-- Provided entries follows --

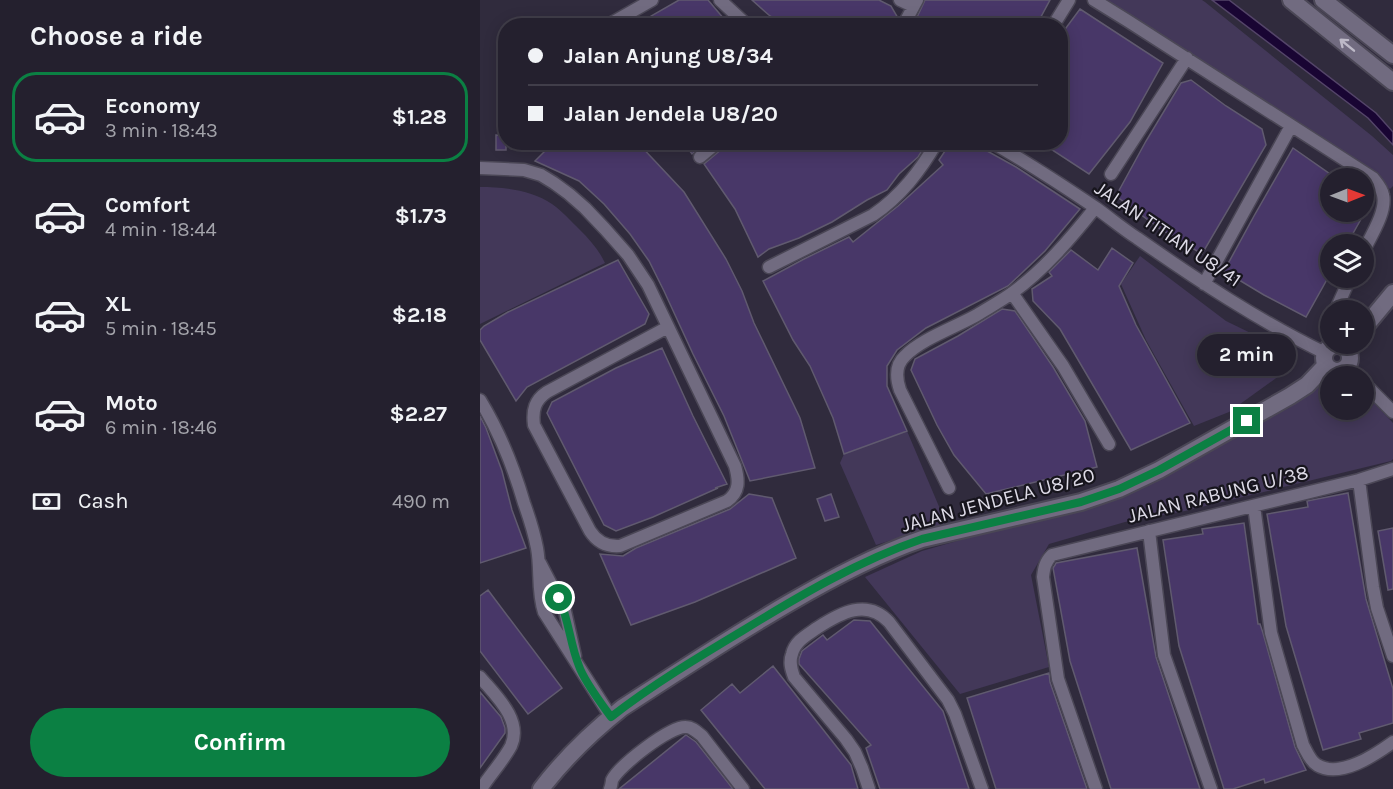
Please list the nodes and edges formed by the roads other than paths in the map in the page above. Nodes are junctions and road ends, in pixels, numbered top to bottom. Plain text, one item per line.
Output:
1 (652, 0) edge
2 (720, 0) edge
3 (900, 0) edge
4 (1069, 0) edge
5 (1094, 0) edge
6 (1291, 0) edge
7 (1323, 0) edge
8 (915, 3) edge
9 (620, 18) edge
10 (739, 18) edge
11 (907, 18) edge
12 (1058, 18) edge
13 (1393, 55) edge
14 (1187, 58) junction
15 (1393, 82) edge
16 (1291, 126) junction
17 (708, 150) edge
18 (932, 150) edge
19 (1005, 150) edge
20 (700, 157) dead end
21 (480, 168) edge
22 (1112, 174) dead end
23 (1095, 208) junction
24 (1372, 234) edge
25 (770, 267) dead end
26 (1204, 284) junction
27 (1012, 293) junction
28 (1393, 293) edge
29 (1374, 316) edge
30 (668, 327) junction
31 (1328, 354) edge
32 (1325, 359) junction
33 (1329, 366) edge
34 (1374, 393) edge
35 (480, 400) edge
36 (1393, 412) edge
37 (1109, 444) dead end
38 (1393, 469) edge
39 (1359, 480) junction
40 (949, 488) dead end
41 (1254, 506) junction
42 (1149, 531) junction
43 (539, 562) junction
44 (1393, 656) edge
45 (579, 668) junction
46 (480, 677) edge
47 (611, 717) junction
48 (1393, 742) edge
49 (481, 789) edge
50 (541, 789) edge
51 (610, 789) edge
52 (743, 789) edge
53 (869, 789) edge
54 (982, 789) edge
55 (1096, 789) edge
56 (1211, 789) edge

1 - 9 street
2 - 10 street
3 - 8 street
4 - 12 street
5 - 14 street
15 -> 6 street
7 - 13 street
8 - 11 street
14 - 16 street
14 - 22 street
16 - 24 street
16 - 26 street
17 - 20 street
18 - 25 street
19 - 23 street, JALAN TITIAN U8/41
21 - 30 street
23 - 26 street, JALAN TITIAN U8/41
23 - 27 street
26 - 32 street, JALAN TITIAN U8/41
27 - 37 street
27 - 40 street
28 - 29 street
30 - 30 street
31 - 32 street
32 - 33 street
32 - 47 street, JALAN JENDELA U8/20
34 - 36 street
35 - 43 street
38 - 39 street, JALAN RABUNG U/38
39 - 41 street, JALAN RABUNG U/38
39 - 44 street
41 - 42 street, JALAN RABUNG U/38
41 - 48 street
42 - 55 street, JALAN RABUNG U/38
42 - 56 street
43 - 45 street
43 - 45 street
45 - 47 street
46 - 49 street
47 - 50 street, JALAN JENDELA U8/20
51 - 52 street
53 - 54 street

-- Provided entries concluded --
-- Provided entries follows --

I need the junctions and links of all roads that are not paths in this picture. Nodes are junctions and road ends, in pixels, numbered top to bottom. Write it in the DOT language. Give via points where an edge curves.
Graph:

-- Provided entries concluded --

> **Work request**:
Please find, in the entries above, every line where "ends" occurs, and copy it.

> **Solution**:
Please list the nodes and edges formed by the roads other than paths in the map in the page above. Nodes are junctions and road ends, in pixels, numbered top to bottom. Plain text, one item per line.
I need the junctions and links of all roads that are not paths in this picture. Nodes are junctions and road ends, in pixels, numbered top to bottom. Write it in the DOT language. Give via points where an edge curves.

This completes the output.